Each has a distinctive style or subject. Internationally known watercolorist Evansen is a wizard in his challenging medium, applying a loose, almost calligraphic hand to impressions of snow-topped bales and sheds in a barnyard illuminated by wintry sunlight; muting the stubble of a befogged field with moody evening shadows; catching the neighborly welcome of small-town restaurants before a “Friday Night Fish Fry,” and sparking a morning “View to the Bridge” with two eye-catching red arches.

Foty, an illustrator by profession and painter by training, obviously loves putting brush to canvas outdoors. His subjects range from a huge train barreling through an intersection to a flock of wild turkeys feeding at the edge of a Cargill pine woods and Minnehaha Creek undulating through a snow-drifted marsh. His most arresting picture, “Deep Snow,” depicts a house apparently buried up to its eaves in snow. The building’s bronze roof angles above a narrow band of yellow walls nearly engulfed by blue-and-lilac shadowed snow. The picture’s striking design, vivid colors and claustrophobic concept bear favorable comparison to the lonely pictures of the late Edward Hopper.

Sherman romances Minnesota’s northern woods and lakes in keenly observed paintings of “Morning Sauna” smoke rising from a log cabin nestled between a snowy field and a conifer forest; a colorful tepee improbably planted on a frozen lake; a dog sled heading home, and the craggy bluffs and abandoned cabins that punctuate the frozen landscape.

Mussack, a frequent arboretum visitor, offers affectionate images of snow-drifted paths in the woods, sun flares through the trees, and a colorful flock of cardinals feeding on the restaurant’s terrace.

Laxen also finds inspiration at the arboretum, whose grasses and trees she renders as abstract gestures springing from fields of white. In “Winter Jewelry,” she effectively enlarges a branch of frozen berries whose moist skins soften in anticipation of spring. With their non-naturalistic colors, her blue trees, yellow ground and red branches nicely inject contemporary design into this fine display of mostly traditional art.

Nature and art

The exhibition is part of the arboretum’s effort to revamp and strengthen its long-running art program. To entice more of its 400,000 annual visitors to engage with art, it is sponsoring a free meet-the-artists event from 1 to 4 p.m. Jan. 23.

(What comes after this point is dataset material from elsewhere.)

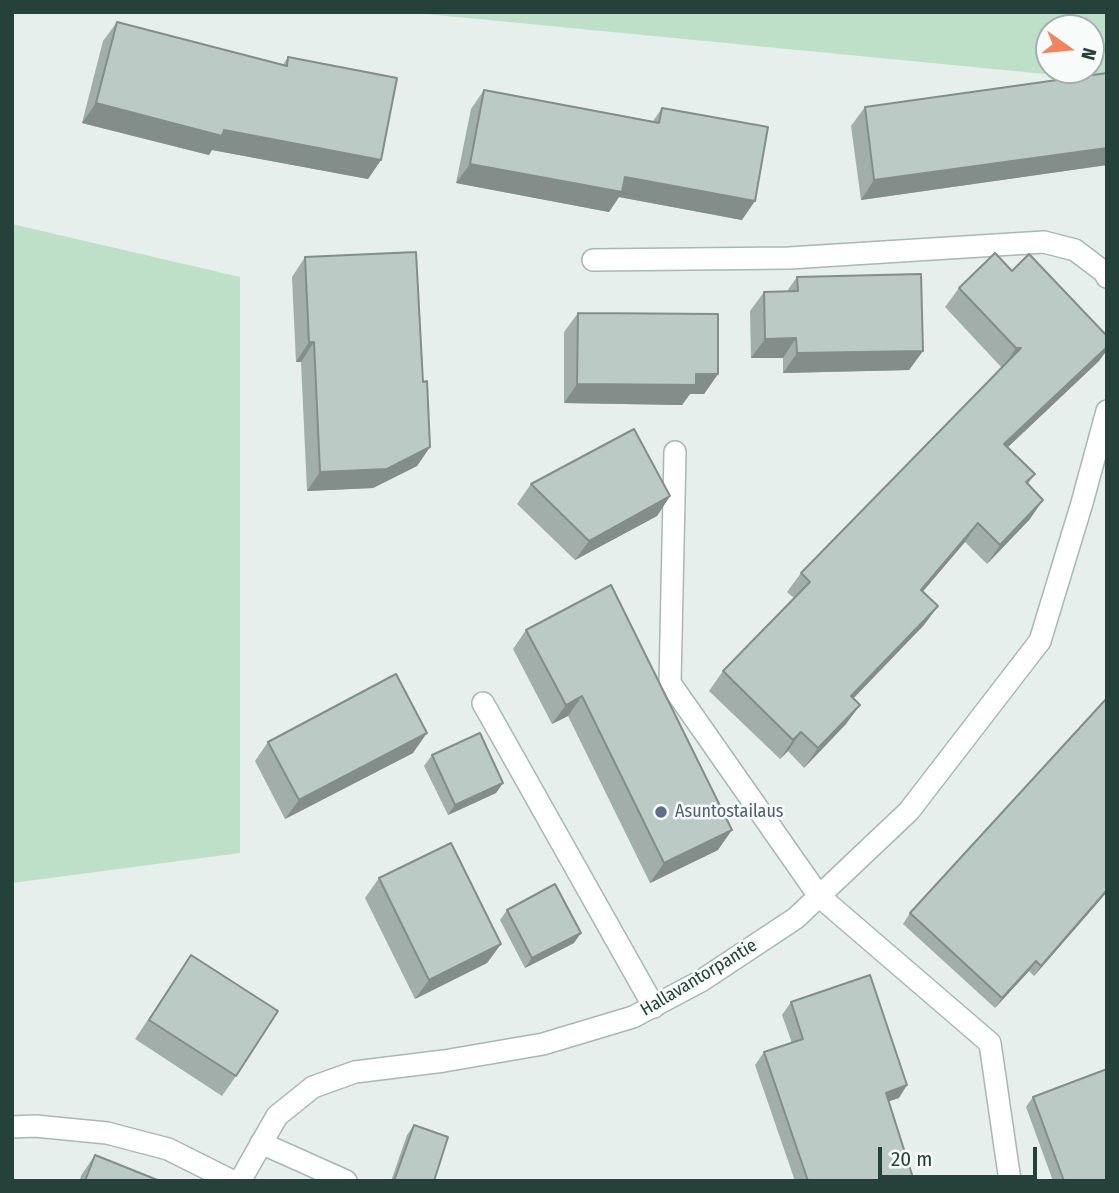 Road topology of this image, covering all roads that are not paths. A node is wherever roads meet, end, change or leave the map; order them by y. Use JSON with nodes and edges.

It also has, through April 3, a display of close-up images of arboretum plants and flowers taken by members of the Arboretum Photographers Society, an informal group of amateur and professional artists who are holding drop-in photo clinics every Saturday from noon to 3 p.m. throughout the exhibition.

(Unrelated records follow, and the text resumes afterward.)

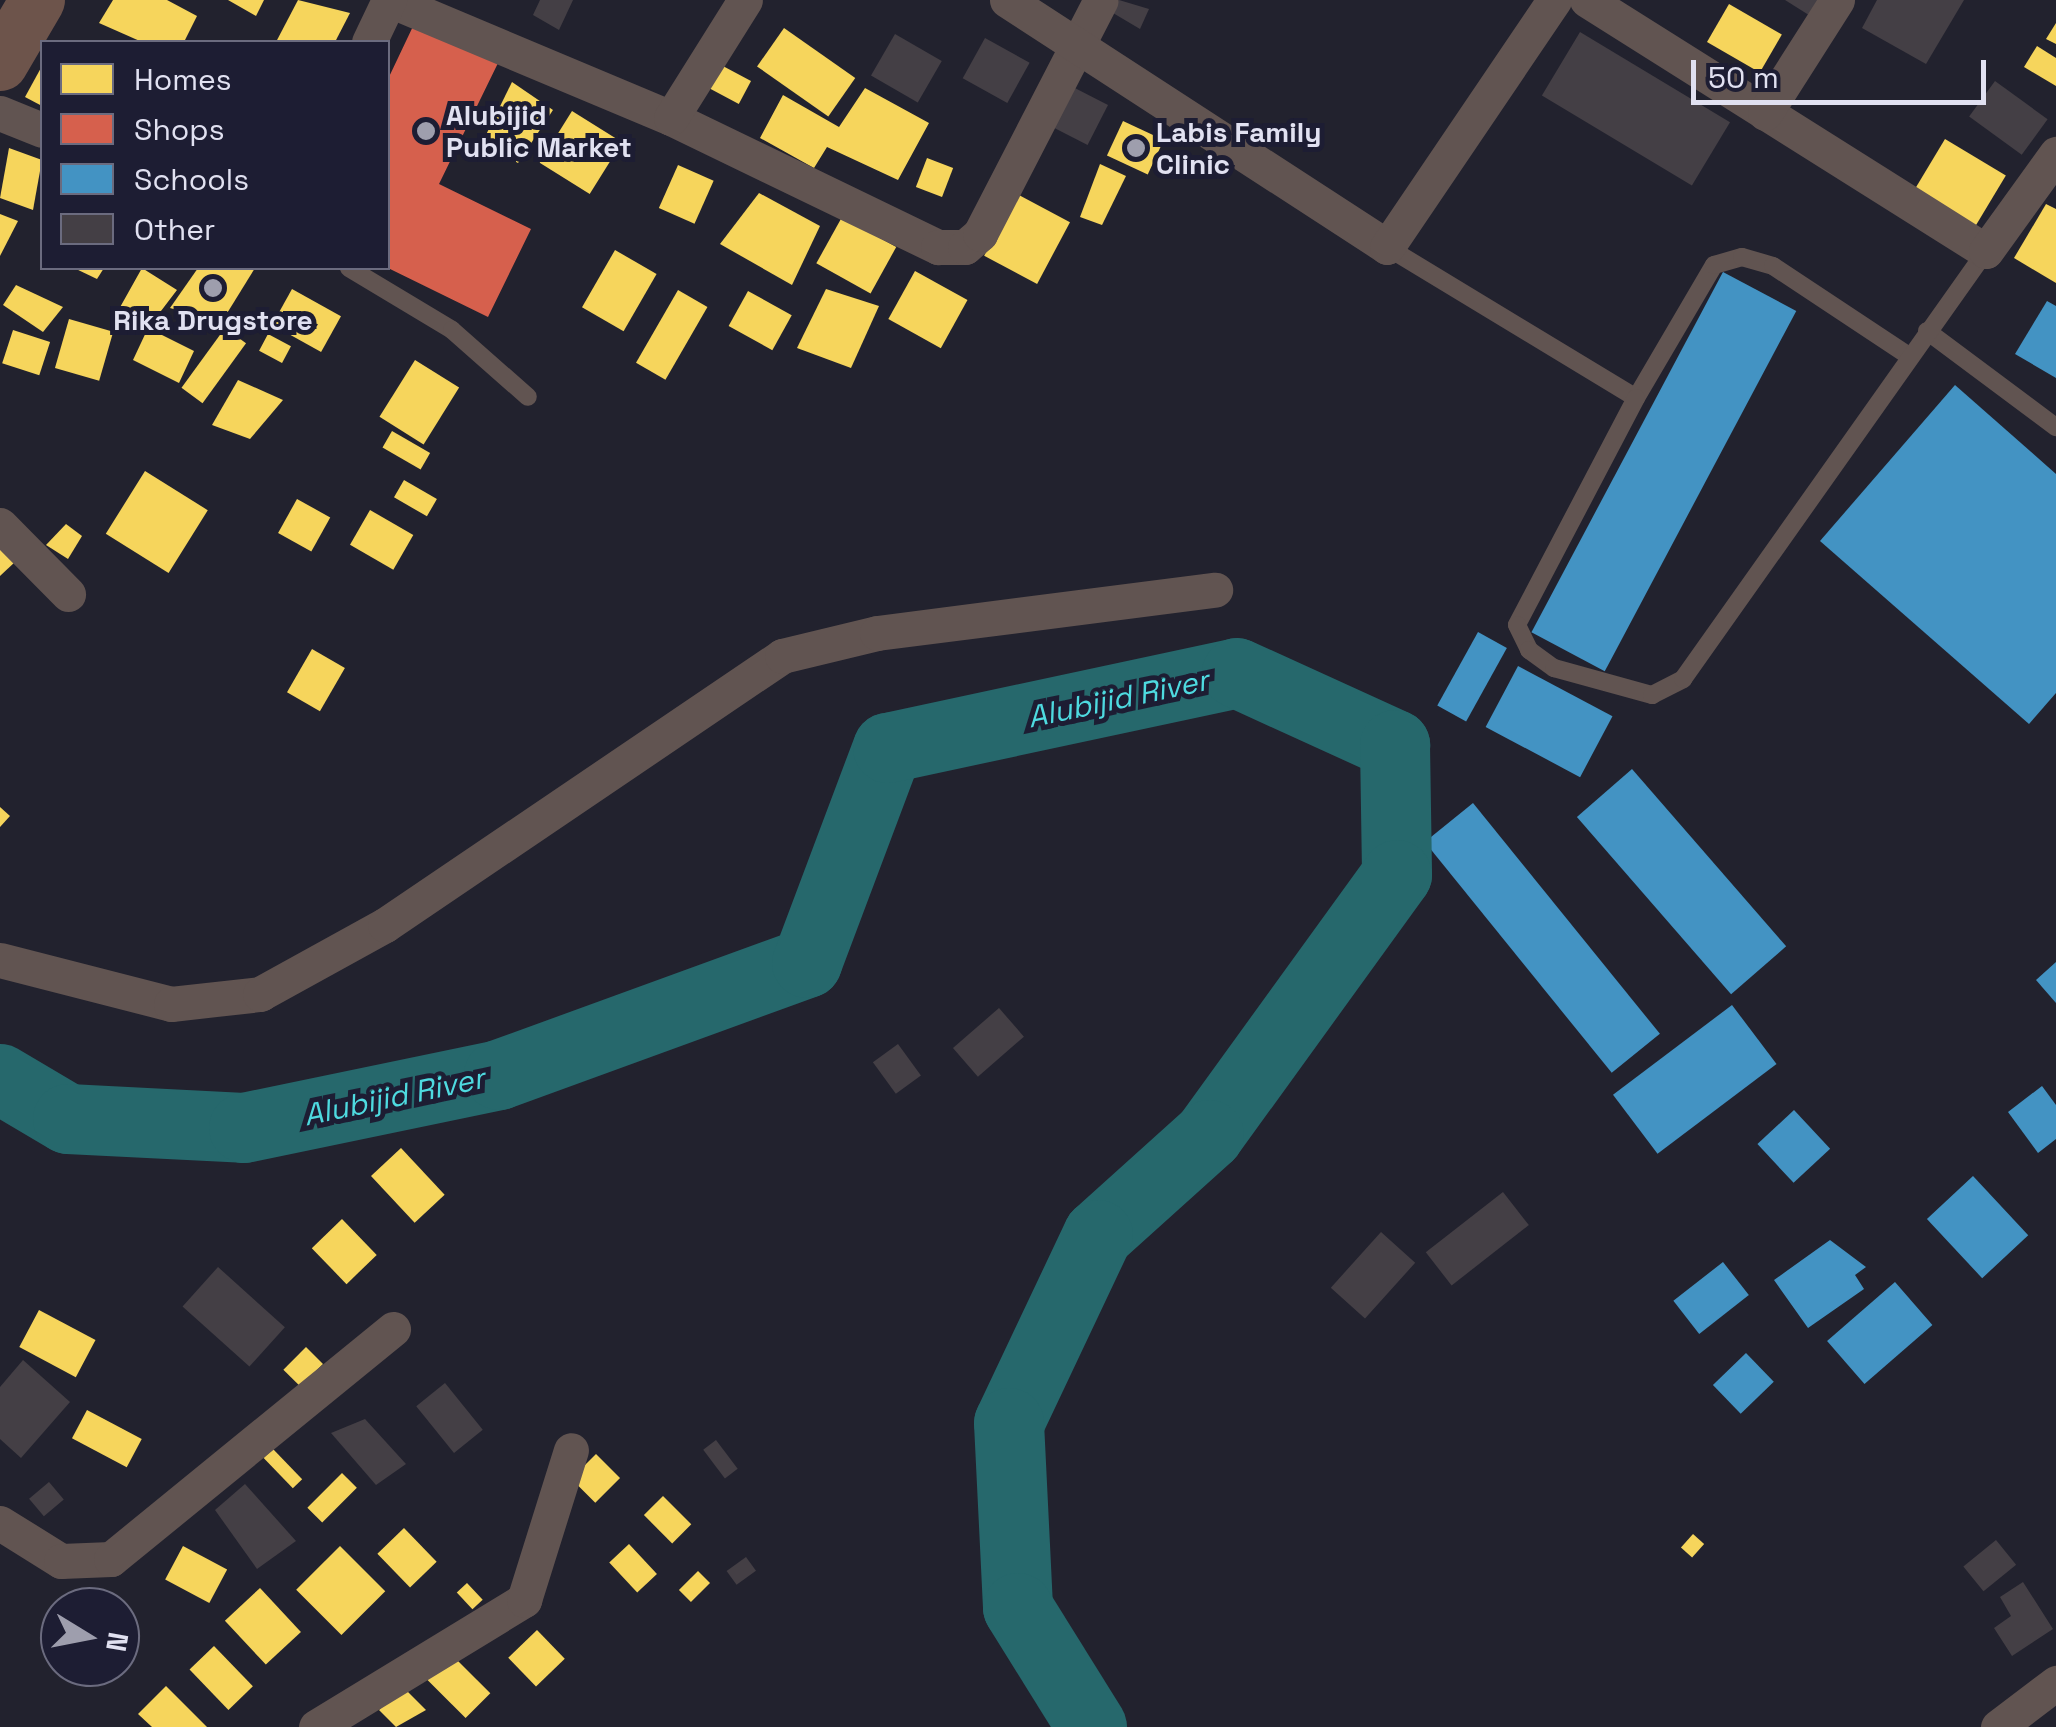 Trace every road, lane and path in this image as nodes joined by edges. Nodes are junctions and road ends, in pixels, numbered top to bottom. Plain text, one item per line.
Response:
1 (38, 0) edge
2 (389, 0) edge
3 (745, 0) edge
4 (1007, 0) edge
5 (1100, 0) edge
6 (1554, 0) edge
7 (1587, 0) edge
8 (1837, 0) edge
9 (371, 40) edge
10 (1078, 40) junction
11 (0, 63) edge
12 (0, 112) edge
13 (1765, 113) junction
14 (671, 118) junction
15 (40, 129) edge
16 (2056, 154) edge
17 (1386, 247) junction
18 (1986, 251) junction
19 (352, 270) edge
20 (1927, 332) junction
21 (1909, 356) junction
22 (528, 397) dead end
23 (1636, 398) junction
24 (2056, 427) edge
25 (0, 525) edge
26 (1215, 590) dead end
27 (68, 594) dead end
28 (0, 960) edge
29 (393, 1329) dead end
30 (571, 1450) dead end
31 (0, 1523) edge
32 (2056, 1683) edge
33 (316, 1727) edge
34 (1998, 1727) edge

1 - 11 highway
2 - 9 street
2 - 14 street
3 - 14 street
4 - 10 street
5 - 10 street
6 - 17 street
7 - 13 street
8 - 13 street
10 - 14 street
10 - 17 street
12 - 15 street
13 - 18 street
16 - 18 street
17 - 23 lane
18 - 20 lane
19 - 22 lane
20 - 21 lane
20 - 24 lane
21 - 23 lane
21 - 23 lane
25 - 27 street
26 - 28 street
29 - 31 street
30 - 33 street
32 - 34 street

“We really want this to be a place people think of when they want to go to see nature-inspired art,” said Wendy DePaolis, the arboretum’s new art curator.

Since joining the staff in November, DePaolis has donned snowshoes to lead tours of the Arb’s popular sculpture garden. The 3-acre Harrison Sculpture Garden, which is a brisk 20-minute walk from the art gallery in the visitors center, is a permanent installation of 25 pieces by an international coterie of important 20th-century abstract and representational sculptors including Mimmo Paladino (Italy), Barbara Hepworth (Britain), Antoine Poncet (France), Rudolf Belling (Germany), Alicia Penalba (Argentina) and George Rickey and Paul Granlund (United States).